Car tel est bien le but de ces recherches au-delà de la compréhension du phénomène : concevoir un mécanisme qui peut s’accrocher fortement et se détacher de manière très rapide (l’insecte fait des dizaines de pas par seconde et peut soutenir jusqu’à dix fois son poids !). L’idée est de pouvoir utiliser cela en robotique, en micromanipulation car les plus petits composants électroniques fabriqués font 200-400 microns, non pas tant parce qu’on ne sait pas fabriquer plus petit, que parce qu’on ne sait pas manipuler plus petit. L’insecte, lui, est capable d’attacher une structure de 5 microns (son poil) puis la détacher. Ce qui lui permet de faire ça, c’est notamment la présence de liquide et des mouvements précis que les chercheurs aimeraient pouvoir reproduire avec un outil bio-inspiré. 

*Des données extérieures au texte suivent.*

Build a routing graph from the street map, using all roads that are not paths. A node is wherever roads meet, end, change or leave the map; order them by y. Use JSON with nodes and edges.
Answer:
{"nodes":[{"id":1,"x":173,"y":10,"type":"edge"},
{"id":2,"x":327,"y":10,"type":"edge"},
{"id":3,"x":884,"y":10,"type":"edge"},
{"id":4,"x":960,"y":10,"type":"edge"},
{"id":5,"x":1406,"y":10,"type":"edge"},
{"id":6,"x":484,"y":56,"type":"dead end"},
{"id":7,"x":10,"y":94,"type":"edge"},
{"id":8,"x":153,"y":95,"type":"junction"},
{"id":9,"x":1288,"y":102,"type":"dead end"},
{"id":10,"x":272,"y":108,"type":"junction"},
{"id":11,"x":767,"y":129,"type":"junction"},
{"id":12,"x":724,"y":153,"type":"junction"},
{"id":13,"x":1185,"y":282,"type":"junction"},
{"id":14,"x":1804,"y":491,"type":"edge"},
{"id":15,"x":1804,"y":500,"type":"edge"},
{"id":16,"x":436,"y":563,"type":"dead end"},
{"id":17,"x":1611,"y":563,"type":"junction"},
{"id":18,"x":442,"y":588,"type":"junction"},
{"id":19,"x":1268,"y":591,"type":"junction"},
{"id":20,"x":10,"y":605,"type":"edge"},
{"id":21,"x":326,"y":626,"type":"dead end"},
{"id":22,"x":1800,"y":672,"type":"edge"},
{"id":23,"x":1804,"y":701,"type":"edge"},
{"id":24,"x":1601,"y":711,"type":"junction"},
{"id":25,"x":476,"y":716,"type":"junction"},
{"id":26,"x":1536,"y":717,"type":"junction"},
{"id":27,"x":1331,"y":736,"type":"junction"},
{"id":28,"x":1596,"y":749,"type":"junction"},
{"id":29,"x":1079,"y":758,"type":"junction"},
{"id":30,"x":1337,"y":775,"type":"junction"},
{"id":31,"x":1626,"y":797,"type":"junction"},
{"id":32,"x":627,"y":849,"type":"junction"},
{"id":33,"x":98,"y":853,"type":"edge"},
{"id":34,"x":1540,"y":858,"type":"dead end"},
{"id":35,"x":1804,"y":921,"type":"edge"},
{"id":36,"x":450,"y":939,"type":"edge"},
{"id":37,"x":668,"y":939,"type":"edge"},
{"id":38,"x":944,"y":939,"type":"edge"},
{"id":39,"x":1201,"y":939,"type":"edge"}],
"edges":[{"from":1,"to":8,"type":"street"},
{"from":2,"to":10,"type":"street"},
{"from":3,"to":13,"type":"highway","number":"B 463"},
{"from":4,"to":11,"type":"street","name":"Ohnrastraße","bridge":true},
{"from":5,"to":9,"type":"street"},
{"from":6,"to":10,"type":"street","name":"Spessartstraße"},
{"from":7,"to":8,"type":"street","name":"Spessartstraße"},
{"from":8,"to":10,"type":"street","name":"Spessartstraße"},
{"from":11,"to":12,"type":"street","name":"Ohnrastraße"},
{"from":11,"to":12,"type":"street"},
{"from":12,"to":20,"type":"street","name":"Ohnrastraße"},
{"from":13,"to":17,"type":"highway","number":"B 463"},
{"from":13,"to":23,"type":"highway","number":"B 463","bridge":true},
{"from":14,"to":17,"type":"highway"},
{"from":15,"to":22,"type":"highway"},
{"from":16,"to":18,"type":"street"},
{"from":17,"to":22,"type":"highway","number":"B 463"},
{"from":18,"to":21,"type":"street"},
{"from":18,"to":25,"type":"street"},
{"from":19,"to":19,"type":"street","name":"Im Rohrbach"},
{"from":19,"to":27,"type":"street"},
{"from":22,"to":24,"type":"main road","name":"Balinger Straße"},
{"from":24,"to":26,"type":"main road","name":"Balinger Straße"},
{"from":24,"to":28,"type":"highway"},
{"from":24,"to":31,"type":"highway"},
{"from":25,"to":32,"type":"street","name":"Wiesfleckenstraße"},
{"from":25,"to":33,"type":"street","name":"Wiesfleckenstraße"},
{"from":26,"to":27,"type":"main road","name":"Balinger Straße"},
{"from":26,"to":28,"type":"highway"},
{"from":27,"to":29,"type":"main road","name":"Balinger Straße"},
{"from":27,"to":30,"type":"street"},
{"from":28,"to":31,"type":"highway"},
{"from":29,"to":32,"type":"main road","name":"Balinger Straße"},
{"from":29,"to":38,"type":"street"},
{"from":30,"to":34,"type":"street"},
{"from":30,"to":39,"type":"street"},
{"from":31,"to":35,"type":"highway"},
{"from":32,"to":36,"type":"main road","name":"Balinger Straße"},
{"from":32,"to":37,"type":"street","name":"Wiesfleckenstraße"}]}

C’est dans cette voie que vont se poursuivre les recherches au sein du laboratoire liégeois. Un projet soutenu par le FNRS vise à étudier comment le liquide est secrété et acheminé vers les poils et comment il est géré par l’animal. En effet, comme il en perd à chaque dépôt, il faut qu’il le renouvelle. Mais comme ça lui coûte cher en énergie, il a intérêt à être économe. Les chercheurs suspectent donc la belle chrysomèle de l’oseille d’avoir développé des mouvements qui favorisent cette économie d’énergie, d’avoir des manières spécifiques de bouger pour ne pas perdre trop de liquide !

(1) Elastocapillarity in insect fibrillar adhesion, Sophie Gernay et al. Journal of the Royal Society Interface.